You will always get a bit of a rush for good calls but you will stop feeling unprepared for them.

Never be the person who says they know something that they don't, and always be a student ready to learn more. School and internship is just the start to your learning not the end.

Wish you the best!


EMS Edumacator
You actually aren’t suffering from imposter syndrome, you’re simply suffering from “new medic syndrome“. If you’ve only been a medic for a week or two, you really have no idea what you don’t know, and what you DO know is simply what you learned in class… And while that may be factual, most of what you learned how to do in class is not actual field practice. That goes away with putting in reps.
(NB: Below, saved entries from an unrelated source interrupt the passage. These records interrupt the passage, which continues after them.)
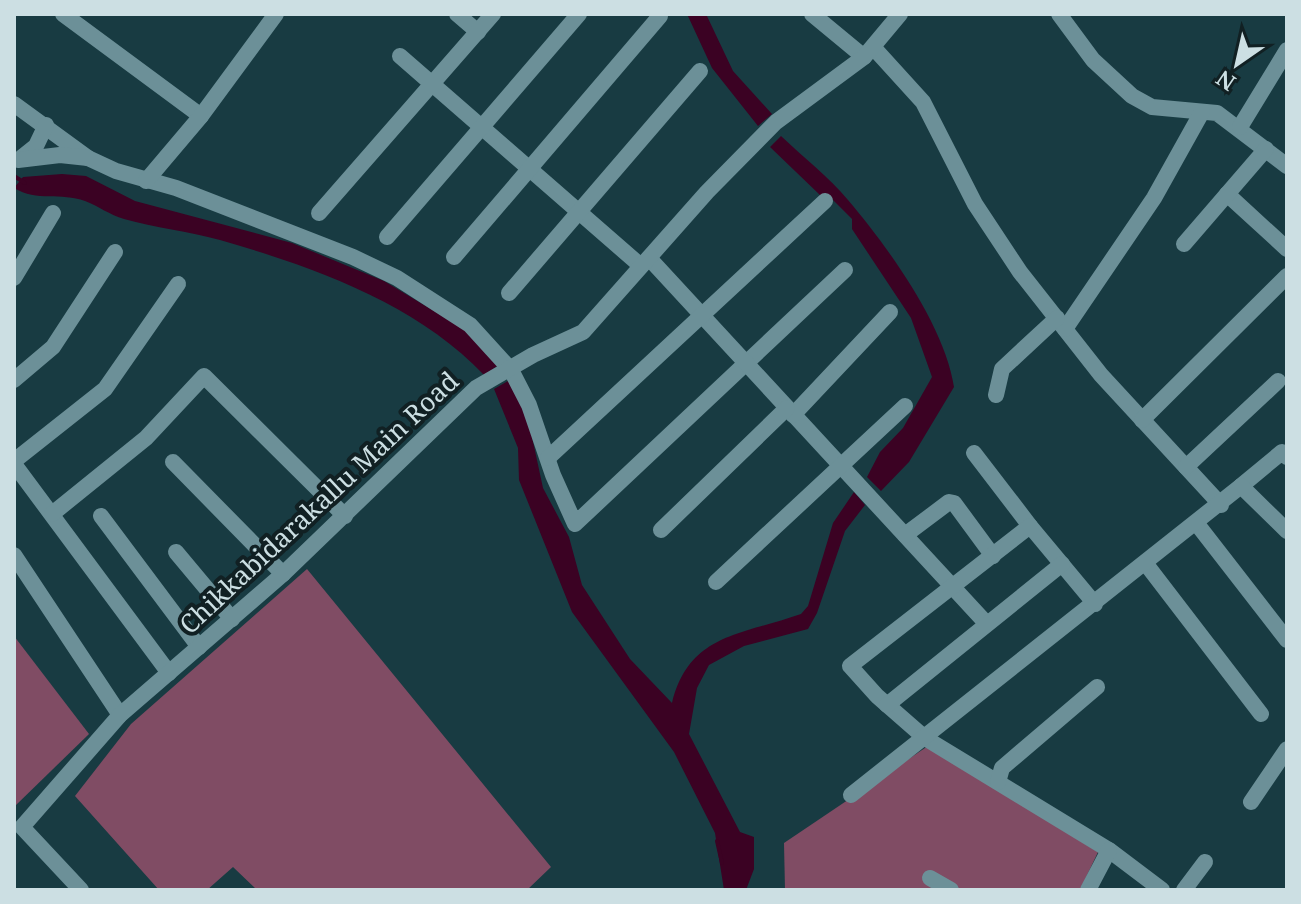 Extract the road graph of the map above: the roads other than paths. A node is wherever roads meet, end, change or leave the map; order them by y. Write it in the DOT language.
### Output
graph roads {
  1 [pos="63,14"];
  2 [pos="93,14"];
  3 [pos="276,14"];
  4 [pos="457,14"];
  5 [pos="493,14"];
  6 [pos="579,14"];
  7 [pos="812,14"];
  8 [pos="900,14"];
  9 [pos="1059,14"];
  10 [pos="660,16"];
  11 [pos="83,29"];
  12 [pos="478,32"];
  13 [pos="1287,50"];
  14 [pos="868,52"];
  15 [pos="400,56"];
  16 [pos="700,71"];
  17 [pos="433,84"];
  18 [pos="14,104"];
  19 [pos="1202,112"];
  20 [pos="201,116"];
  21 [pos="46,125"];
  22 [pos="482,127"];
  23 [pos="1240,127"];
  24 [pos="1266,149"];
  25 [pos="88,158"];
  26 [pos="16,162"];
  27 [pos="1287,166"];
  28 [pos="529,168"];
  29 [pos="146,181"];
  30 [pos="1227,194"];
  31 [pos="825,201"];
  32 [pos="578,211"];
  33 [pos="53,213"];
  34 [pos="319,213"];
  35 [pos="387,237"];
  36 [pos="1184,244"];
  37 [pos="1287,249"];
  38 [pos="115,252"];
  39 [pos="454,257"];
  40 [pos="645,262"];
  41 [pos="845,270"];
  42 [pos="14,278"];
  43 [pos="1285,283"];
  44 [pos="178,284"];
  45 [pos="509,293"];
  46 [pos="890,312"];
  47 [pos="703,317"];
  48 [pos="1061,323"];
  49 [pos="746,366"];
  50 [pos="511,370"];
  51 [pos="14,380"];
  52 [pos="1278,381"];
  53 [pos="996,395"];
  54 [pos="905,406"];
  55 [pos="790,411"];
  56 [pos="1142,420"];
  57 [pos="974,453"];
  58 [pos="1287,457"];
  59 [pos="548,458"];
  60 [pos="173,462"];
  61 [pos="14,463"];
  62 [pos="840,467"];
  63 [pos="1186,467"];
  64 [pos="1241,486"];
  65 [pos="1221,505"];
  66 [pos="52,514"];
  67 [pos="101,516"];
  68 [pos="345,516"];
  69 [pos="1197,524"];
  70 [pos="1030,526"];
  71 [pos="661,530"];
  72 [pos="1287,531"];
  73 [pos="905,535"];
  74 [pos="176,552"];
  75 [pos="14,555"];
  76 [pos="993,556"];
  77 [pos="1062,564"];
  78 [pos="1146,564"];
  79 [pos="283,574"];
  80 [pos="716,582"];
  81 [pos="955,587"];
  82 [pos="1095,604"];
  83 [pos="232,619"];
  84 [pos="986,623"];
  85 [pos="1287,640"];
  86 [pos="199,647"];
  87 [pos="169,673"];
  88 [pos="1097,687"];
  89 [pos="887,705"];
  90 [pos="1261,714"];
  91 [pos="120,715"];
  92 [pos="925,738"];
  93 [pos="1287,749"];
  94 [pos="998,782"];
  95 [pos="851,795"];
  96 [pos="1251,802"];
  97 [pos="18,831"];
  98 [pos="1109,850"];
  99 [pos="1205,862"];
  100 [pos="930,878"];
  101 [pos="81,890"];
  102 [pos="951,890"];
  103 [pos="1088,890"];
  104 [pos="1162,890"];
  105 [pos="1184,890"];
  1 -- 11 [label="street"];
  2 -- 11 [label="street"];
  3 -- 20 [label="street"];
  4 -- 12 [label="street"];
  5 -- 12 [label="street"];
  6 -- 22 [label="street"];
  7 -- 14 [label="street"];
  8 -- 14 [label="street, Chikkabidarakallu Main Road"];
  9 -- 19 [label="street"];
  10 -- 28 [label="street"];
  11 -- 20 [label="street"];
  12 -- 17 [label="street"];
  13 -- 23 [label="street"];
  14 -- 40 [label="street, Chikkabidarakallu Main Road"];
  14 -- 48 [label="street"];
  15 -- 17 [label="street"];
  16 -- 32 [label="street"];
  17 -- 22 [label="street"];
  17 -- 34 [label="street"];
  18 -- 21 [label="street"];
  19 -- 23 [label="street"];
  19 -- 48 [label="street"];
  20 -- 29 [label="street"];
  21 -- 25 [label="street"];
  21 -- 26 [label="street"];
  22 -- 28 [label="street"];
  22 -- 35 [label="street"];
  23 -- 24 [label="street"];
  24 -- 27 [label="street"];
  24 -- 30 [label="street"];
  25 -- 26 [label="street"];
  25 -- 29 [label="street"];
  28 -- 32 [label="street"];
  28 -- 39 [label="street"];
  29 -- 50 [label="street"];
  30 -- 36 [label="street"];
  30 -- 37 [label="street"];
  31 -- 47 [label="street"];
  32 -- 40 [label="street"];
  32 -- 45 [label="street"];
  33 -- 42 [label="street"];
  38 -- 51 [label="street"];
  40 -- 47 [label="street"];
  40 -- 50 [label="street, Chikkabidarakallu Main Road"];
  41 -- 49 [label="street"];
  43 -- 56 [label="street"];
  44 -- 61 [label="street"];
  46 -- 55 [label="street"];
  47 -- 49 [label="street"];
  47 -- 59 [label="street"];
  48 -- 53 [label="street"];
  48 -- 56 [label="street"];
  49 -- 55 [label="street"];
  49 -- 59 [label="street"];
  50 -- 59 [label="street"];
  50 -- 68 [label="street, Chikkabidarakallu Main Road"];
  52 -- 63 [label="street"];
  54 -- 62 [label="street"];
  55 -- 62 [label="street"];
  55 -- 71 [label="street"];
  56 -- 63 [label="street"];
  57 -- 70 [label="street"];
  58 -- 64 [label="street"];
  60 -- 79 [label="street"];
  61 -- 66 [label="street"];
  62 -- 73 [label="street"];
  62 -- 80 [label="street"];
  63 -- 65 [label="street"];
  64 -- 65 [label="street"];
  64 -- 72 [label="street"];
  65 -- 69 [label="street"];
  66 -- 68 [label="street"];
  66 -- 87 [label="street"];
  67 -- 86 [label="street"];
  68 -- 79 [label="street, Chikkabidarakallu Main Road"];
  69 -- 78 [label="street"];
  69 -- 85 [label="street"];
  70 -- 76 [label="street"];
  70 -- 77 [label="street"];
  73 -- 76 [label="street"];
  73 -- 81 [label="street"];
  74 -- 83 [label="street"];
  75 -- 91 [label="street"];
  76 -- 81 [label="street"];
  77 -- 82 [label="street"];
  77 -- 84 [label="street"];
  78 -- 82 [label="street"];
  78 -- 90 [label="street"];
  79 -- 83 [label="street, Chikkabidarakallu Main Road"];
  81 -- 84 [label="street"];
  81 -- 89 [label="street"];
  82 -- 92 [label="street"];
  83 -- 86 [label="street, Chikkabidarakallu Main Road"];
  84 -- 89 [label="street"];
  86 -- 87 [label="street, Chikkabidarakallu Main Road"];
  87 -- 91 [label="street, Chikkabidarakallu Main Road"];
  88 -- 94 [label="street"];
  89 -- 92 [label="street"];
  91 -- 97 [label="street, Chikkabidarakallu Main Road"];
  92 -- 94 [label="street"];
  92 -- 95 [label="street"];
  93 -- 96 [label="street"];
  94 -- 98 [label="street"];
  97 -- 101 [label="street, Chikkabidarakallu Main Road"];
  98 -- 103 [label="street"];
  98 -- 104 [label="street"];
  99 -- 105 [label="street"];
  100 -- 102 [label="street"];
}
The more calls you run, the more confidence you build and you stop having to second-guess every small detail and you can just effectively treat the patient .

Imposter syndrome is different, “Imposter syndrome can be defined as a collection of feelings of inadequacy that persist despite evident success. 'Imposters' suffer from chronic self-doubt and a sense of intellectual fraudulence that override any feelings of success or external proof of their competence.”


Forum Crew Member
Thats how it is.. completely normal. I felt that way as a new intermediate, a new paramedic, and now a new flight paramedic. It takes months to get comfortable with an ALS assessments/skills, decision making, and delegating. Some things will take longer then that. Now is the time to be looking at your FTO for direction. Just be humble, be teachable, and ask questions.


Forum Lieutenant
Ive been a new medic going on 6 to 8 months now with a moderate to low call volume in a 911 setting. it takes TIME. Ive ran serious calls and done well, ive done mostly BS calls. im BARELY now starting to feel comfortable in the sense of "i got this no matter what the call is" type of thing.

do i still have calls that i wish went better? of course....i think we all do. But sometimes its out of your hands and no matter how well you manage a scene or just doesnt work.

i just had a pt that all i knew when i got to the hospital was he took wellbutrin by snorting it and he's mumbling and occasionally "zoning out". No idea when, the dosage, the reason, the route of administration, SI attempt, Other drugs or etoh, History / allergies / meds, Audio or visual hallucinations...NOTHING.

I ASKED all of this. he mumbled throughout it all refusing to clearly anser me (he was A&0X4 and answered THAT clearly though)PD knew nothing, the RP knew nothing more, Fire knew nothing more. We all tried, it didnt happen. I did my best......It wasnt that good but hell. What else could you do?

theres always gonna be a rough call here and there. Try to just learn from it and not let it bring you down too much like i tend to do.


Forum Deputy Chief
Sometimes you just can't get info, don't sweat it. I brought in young girl hallucinating and pressure in the tank one day with a "I don't know what the hell this is, what you see is what you get". Come to find out, Alcoholism-->pancreatitis-->sepsis with a nice GI bleed for fun. They maxed her on Levo just to get an an okayish pressure. I wasn't given any kind of relevant from her boyfriend (I asked) and the only thing she was talking about were the kids looking up her skirt she wasn't wearing and the purple elephants with us....

Showing up with no info isn't necessarily a bad thing on your end....not trying to get any info however....


Forum Probie
@NomadicMedic took the words outta my mouth except put it way more succintly.

As that, right there.
As long as you keep moving it's all just business as usual.

Old Tracker

Forum Captain
Glad to see this thread, because I still get that feeling. It gets better, but it feels like it is taking way to long. That being said, none of the P's I work with (I'm an A) have complained about anything. I have a couple who offer useful advice, that is much appreciated.